## WORK INSTRUCTION
Lines from the top of the listing down to the one with "Write the network", inclusive, are to be copied exactly.

## RECORDS PROVIDED
§ §

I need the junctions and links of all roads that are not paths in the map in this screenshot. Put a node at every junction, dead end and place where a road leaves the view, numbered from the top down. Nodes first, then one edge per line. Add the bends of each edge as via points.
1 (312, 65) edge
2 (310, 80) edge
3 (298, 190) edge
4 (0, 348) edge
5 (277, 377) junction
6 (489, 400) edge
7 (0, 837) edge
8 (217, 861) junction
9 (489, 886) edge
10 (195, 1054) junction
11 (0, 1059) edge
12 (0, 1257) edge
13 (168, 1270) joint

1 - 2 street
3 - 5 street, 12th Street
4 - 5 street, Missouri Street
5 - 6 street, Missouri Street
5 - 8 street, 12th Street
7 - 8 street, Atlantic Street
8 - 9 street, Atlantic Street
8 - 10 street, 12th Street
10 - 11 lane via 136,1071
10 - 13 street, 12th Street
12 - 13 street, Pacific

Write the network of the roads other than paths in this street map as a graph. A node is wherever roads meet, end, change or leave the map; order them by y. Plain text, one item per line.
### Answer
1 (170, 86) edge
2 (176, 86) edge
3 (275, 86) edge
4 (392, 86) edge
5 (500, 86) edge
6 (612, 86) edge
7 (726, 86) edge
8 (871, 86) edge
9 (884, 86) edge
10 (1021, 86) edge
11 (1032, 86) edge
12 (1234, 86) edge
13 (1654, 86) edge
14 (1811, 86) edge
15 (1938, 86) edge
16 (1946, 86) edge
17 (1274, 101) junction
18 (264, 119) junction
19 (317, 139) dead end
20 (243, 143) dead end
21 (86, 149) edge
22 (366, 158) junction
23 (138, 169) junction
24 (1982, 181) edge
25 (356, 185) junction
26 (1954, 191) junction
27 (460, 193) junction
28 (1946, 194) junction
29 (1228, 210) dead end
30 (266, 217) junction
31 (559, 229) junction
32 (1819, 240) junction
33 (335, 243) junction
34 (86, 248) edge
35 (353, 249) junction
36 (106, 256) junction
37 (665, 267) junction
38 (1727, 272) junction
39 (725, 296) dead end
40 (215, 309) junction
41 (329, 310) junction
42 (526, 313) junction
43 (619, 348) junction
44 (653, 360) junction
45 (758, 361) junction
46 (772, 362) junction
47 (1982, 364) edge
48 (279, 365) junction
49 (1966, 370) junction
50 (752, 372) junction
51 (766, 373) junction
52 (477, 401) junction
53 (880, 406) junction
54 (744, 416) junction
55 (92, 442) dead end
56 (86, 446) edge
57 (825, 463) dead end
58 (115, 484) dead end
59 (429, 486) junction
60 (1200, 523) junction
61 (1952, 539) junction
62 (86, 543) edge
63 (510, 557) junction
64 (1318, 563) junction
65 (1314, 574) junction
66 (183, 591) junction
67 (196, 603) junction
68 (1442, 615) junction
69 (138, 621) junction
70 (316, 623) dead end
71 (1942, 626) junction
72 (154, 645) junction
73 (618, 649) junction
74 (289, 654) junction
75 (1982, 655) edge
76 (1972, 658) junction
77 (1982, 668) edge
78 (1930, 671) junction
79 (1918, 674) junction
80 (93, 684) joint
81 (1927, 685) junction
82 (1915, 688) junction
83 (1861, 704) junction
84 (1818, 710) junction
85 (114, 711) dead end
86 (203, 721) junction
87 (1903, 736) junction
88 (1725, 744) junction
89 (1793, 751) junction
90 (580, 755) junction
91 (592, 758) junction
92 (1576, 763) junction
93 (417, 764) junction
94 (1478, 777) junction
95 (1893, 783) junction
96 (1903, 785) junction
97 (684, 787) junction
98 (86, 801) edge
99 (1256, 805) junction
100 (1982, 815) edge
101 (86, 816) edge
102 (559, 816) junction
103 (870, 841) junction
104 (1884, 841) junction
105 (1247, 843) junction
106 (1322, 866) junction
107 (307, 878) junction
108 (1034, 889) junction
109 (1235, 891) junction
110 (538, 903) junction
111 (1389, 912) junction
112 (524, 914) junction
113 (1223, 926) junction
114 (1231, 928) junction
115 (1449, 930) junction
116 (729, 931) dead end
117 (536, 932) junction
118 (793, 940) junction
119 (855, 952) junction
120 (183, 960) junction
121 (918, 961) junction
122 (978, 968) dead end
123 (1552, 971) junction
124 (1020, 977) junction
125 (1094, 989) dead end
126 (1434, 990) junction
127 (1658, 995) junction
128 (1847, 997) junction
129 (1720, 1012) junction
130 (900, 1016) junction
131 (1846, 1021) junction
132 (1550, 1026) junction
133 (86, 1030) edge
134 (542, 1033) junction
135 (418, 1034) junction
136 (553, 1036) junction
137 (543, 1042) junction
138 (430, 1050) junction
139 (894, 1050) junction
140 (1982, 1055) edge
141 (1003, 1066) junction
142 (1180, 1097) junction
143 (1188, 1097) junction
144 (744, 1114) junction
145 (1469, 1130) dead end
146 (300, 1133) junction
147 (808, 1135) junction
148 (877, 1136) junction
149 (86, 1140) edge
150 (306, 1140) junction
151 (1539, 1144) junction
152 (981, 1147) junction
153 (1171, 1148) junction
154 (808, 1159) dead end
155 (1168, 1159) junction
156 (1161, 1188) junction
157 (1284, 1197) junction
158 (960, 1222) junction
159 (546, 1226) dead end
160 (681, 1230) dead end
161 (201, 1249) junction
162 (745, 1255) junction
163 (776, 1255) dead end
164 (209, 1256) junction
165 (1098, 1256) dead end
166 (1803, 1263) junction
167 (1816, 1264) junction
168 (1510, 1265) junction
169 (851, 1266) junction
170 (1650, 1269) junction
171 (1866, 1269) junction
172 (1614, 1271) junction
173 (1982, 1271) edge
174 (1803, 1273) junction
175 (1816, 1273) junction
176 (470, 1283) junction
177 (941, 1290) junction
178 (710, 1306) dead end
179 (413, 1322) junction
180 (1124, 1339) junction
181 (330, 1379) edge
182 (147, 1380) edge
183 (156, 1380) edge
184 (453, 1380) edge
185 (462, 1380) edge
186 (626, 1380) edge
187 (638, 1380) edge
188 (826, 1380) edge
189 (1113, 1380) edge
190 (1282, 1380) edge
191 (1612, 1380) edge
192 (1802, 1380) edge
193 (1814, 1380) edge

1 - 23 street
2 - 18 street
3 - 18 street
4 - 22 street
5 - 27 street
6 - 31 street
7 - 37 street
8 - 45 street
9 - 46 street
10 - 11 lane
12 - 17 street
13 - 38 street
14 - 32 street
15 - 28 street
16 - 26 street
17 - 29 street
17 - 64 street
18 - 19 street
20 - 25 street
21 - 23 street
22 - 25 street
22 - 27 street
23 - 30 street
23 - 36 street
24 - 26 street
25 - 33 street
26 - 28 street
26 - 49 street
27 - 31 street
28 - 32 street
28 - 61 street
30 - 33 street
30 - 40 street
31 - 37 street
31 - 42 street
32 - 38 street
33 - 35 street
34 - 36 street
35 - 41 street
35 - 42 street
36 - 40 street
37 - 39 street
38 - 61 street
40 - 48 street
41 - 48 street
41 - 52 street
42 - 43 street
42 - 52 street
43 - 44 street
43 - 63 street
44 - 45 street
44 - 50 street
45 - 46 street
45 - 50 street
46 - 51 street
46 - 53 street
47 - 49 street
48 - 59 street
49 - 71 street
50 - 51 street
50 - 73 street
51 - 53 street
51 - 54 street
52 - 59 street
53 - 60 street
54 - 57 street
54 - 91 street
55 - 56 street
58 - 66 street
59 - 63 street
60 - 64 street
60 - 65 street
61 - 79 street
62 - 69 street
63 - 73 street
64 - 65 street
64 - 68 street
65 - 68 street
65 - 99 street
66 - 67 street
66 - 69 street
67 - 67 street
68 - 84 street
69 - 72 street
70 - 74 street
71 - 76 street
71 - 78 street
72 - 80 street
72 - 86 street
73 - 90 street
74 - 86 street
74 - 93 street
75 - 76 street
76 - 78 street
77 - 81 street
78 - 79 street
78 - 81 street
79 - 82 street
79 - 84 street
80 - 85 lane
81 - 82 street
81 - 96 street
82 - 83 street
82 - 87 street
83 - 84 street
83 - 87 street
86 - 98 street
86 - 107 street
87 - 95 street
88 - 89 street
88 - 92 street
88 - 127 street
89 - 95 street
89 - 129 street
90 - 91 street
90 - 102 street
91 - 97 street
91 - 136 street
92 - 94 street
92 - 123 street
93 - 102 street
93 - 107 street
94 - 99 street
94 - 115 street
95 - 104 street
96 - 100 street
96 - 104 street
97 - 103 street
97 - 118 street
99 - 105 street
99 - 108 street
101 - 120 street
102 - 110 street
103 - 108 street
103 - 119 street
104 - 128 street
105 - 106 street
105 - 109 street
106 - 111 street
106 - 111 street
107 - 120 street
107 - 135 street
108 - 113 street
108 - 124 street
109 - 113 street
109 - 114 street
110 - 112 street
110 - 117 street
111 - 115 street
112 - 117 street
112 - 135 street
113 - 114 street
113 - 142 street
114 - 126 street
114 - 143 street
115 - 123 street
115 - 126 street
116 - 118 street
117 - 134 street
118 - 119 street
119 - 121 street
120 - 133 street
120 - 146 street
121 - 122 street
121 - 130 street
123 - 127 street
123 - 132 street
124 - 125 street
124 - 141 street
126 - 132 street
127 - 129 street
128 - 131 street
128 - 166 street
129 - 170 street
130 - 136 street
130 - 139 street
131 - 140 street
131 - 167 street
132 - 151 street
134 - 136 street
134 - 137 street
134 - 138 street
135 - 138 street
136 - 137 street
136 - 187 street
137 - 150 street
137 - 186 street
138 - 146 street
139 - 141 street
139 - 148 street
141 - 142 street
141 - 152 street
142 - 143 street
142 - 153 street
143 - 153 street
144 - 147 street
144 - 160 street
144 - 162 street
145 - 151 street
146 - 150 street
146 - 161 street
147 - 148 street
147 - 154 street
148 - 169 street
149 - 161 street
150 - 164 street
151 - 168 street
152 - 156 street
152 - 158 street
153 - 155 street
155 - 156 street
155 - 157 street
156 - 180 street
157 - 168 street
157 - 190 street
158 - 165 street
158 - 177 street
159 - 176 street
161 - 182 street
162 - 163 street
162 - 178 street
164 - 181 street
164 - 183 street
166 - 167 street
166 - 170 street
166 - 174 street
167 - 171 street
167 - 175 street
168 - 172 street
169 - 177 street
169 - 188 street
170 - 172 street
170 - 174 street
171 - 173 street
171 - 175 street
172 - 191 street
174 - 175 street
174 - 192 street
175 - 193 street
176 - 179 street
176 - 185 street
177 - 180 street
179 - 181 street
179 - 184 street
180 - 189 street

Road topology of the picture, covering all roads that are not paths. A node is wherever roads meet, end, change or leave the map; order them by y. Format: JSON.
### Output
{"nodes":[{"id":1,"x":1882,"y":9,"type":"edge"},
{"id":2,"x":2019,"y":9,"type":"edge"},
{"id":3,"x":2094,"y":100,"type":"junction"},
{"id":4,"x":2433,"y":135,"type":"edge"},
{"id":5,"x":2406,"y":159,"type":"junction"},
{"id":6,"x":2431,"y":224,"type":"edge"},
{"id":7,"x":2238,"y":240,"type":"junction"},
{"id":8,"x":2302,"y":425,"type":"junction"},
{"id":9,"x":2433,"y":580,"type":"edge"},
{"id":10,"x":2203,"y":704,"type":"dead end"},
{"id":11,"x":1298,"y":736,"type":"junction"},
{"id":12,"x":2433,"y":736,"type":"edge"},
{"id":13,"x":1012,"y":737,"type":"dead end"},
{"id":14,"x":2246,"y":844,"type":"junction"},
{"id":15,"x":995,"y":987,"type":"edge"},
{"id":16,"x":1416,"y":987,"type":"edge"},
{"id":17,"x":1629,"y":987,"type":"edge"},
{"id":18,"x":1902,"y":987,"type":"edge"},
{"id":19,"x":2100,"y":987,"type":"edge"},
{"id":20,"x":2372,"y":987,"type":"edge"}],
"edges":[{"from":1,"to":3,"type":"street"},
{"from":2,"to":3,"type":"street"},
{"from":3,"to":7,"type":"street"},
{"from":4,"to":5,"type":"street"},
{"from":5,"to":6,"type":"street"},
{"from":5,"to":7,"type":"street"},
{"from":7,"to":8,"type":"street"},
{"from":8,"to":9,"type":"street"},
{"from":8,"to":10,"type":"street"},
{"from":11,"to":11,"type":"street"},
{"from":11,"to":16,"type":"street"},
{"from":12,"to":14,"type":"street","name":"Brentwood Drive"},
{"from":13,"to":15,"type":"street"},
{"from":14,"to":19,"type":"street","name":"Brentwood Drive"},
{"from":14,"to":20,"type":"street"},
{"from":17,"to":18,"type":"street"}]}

§ §

## OUTPUT
I need the junctions and links of all roads that are not paths in the map in this screenshot. Put a node at every junction, dead end and place where a road leaves the view, numbered from the top down. Nodes first, then one edge per line. Add the bends of each edge as via points.
1 (312, 65) edge
2 (310, 80) edge
3 (298, 190) edge
4 (0, 348) edge
5 (277, 377) junction
6 (489, 400) edge
7 (0, 837) edge
8 (217, 861) junction
9 (489, 886) edge
10 (195, 1054) junction
11 (0, 1059) edge
12 (0, 1257) edge
13 (168, 1270) joint

1 - 2 street
3 - 5 street, 12th Street
4 - 5 street, Missouri Street
5 - 6 street, Missouri Street
5 - 8 street, 12th Street
7 - 8 street, Atlantic Street
8 - 9 street, Atlantic Street
8 - 10 street, 12th Street
10 - 11 lane via 136,1071
10 - 13 street, 12th Street
12 - 13 street, Pacific

Write the network of the roads other than paths in this street map as a graph. A node is wherever roads meet, end, change or leave the map; order them by y. Plain text, one item per line.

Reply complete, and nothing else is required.